Maybe, but the living cry out for a movie that's more than a collection of action set pieces strung around a lamely conceived plot that raises two unequally weighted questions: Will all members of the Mills clan survive and will Kim ever pass the driver's test she failed back in Los Angeles before things went so terribly wrong?





Surviving a campus romance

Jesse (Josh Radner), an admissions officer for a New York city college, is 35-years-old and perhaps a trifle bored with his life. Zibby (Elizabeth Olsen), a student at a Ohio university, is 19 and full of vigor. Jesse returns to that Ohio school -- his alma mater -- to honor a retiring English teacher (Richard Jenkins), a man he considered his mentor. Immersed in the hopeful environment of his youth, Jesse soon finds himself attracted to Zibby, who's bright, attractive and unusually comfortable with herself for a teen-ager. Written and directed by Radner, Liberal Arts may not graduate with honors, but it's by no means last in its class, either. Radner finds telling moments in a story that unfolds with easy-going sensitivity. An example: After retiring, Jenkins's character realizes that he's going to have a difficult time adjusting to a life of leisure. He asks the head of the English department to re-hire him, but discovers that he's already been replaced. It's not a major thrust of the story, but Jenkins shows us the pain felt by someone who's essentially surrendering his identity along with his job. Rounding out the cast are Zac Efron, as the kind of loose-canon figure who seems to turn up on every college campus, and John Magaro, as a bookish young student Jesse befriends. As Jesse wanders around his old college, he also remembers what it was like to be a student enamored of the romantic poets and awed by the teacher (Allison Janney) who taught him about them. Ultimately, Radner -- familiar from the sitcom How I Met Your Mother -- is interested in characters who are too smart to be jammed into a formula movie, but fit nicely into a low-key story that leaves you hoping everyone in it comes out unscathed.

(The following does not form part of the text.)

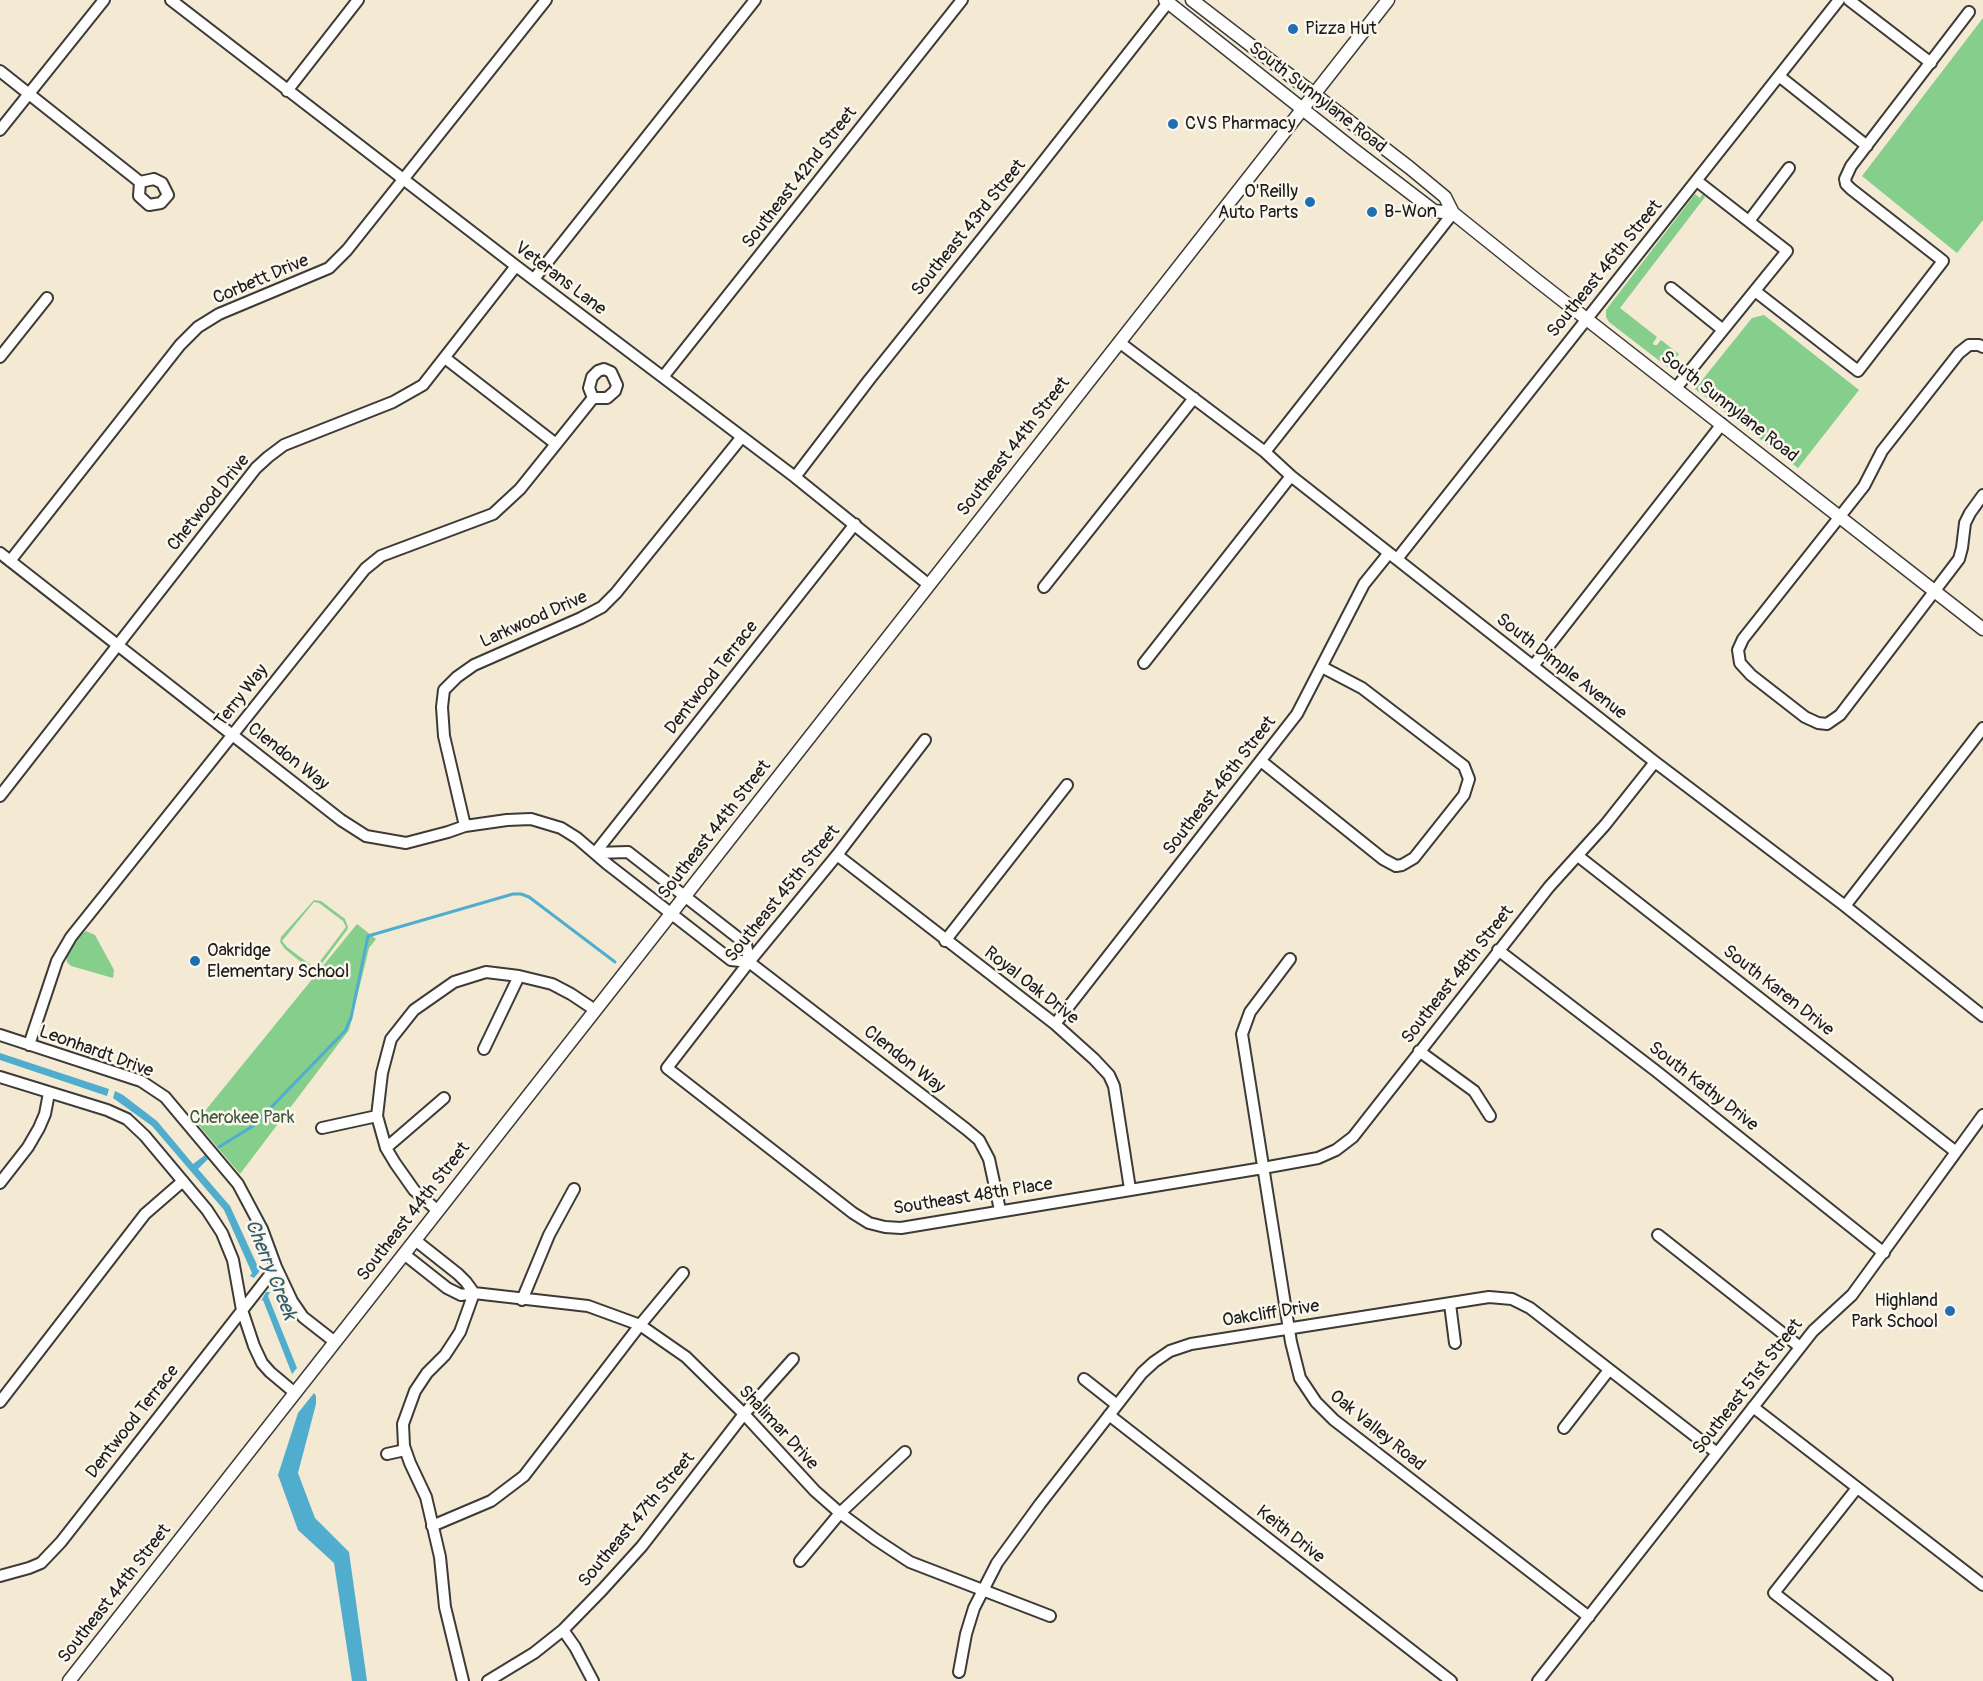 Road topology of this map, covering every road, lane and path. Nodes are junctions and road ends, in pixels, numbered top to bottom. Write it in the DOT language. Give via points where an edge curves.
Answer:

'Butter,' an uneven comedy spread

This may be a week for small movies with something to offer. Not only does Liberal Arts open in Denver, but Butter also hits area screens. Butter doesn't always spread smoothly, but it definitely whips up laughs as it tells the improbable story of Laura Pickler (Jennifer Garner), a staunchly ambitious housewife who tries to replace her husband (Ty Burrell) as Iowa's butter-sculpting champion. Her husband Bob -- whose masterpiece was a life-sized butter sculpture of The Last Supper -- held the title for 15 years. The picture opens with the contest organizers asking the unbeatable Bob to retire so that someone else can have a shot at glory. Amiable Bob agrees, but Laura wants to keep the title in the family and decides to enter the race. First-time director Jim Field Smith -- working from a screenplay by Jason A. Micallef -- contrives to have Garner's Laura Pickler square off against an adorable and wise 10-year-old black girl (Yara Shahidi) who has been put into the care of foster parents played by Rob Corddry and Alicia Silverstone. Olivia Wilde turns up as stripper whose pole dancing awakens Bob's libido. Field's approach ranges from satire to straight-forward comedy, the latter finding representation in the work of Hugh Jackman in a small role as the owner of a car dealership who assists Laura in her devious ways. Garner, Shahidi and Corddry are responsible for the movie's high points -- of which there are more than a few. Put another way, Butter isn't fat with revelations, but it's blessed with a strong cast, and the movie's satirical sense gives it plenty of sharp edges, some of which cut it and some of which don't.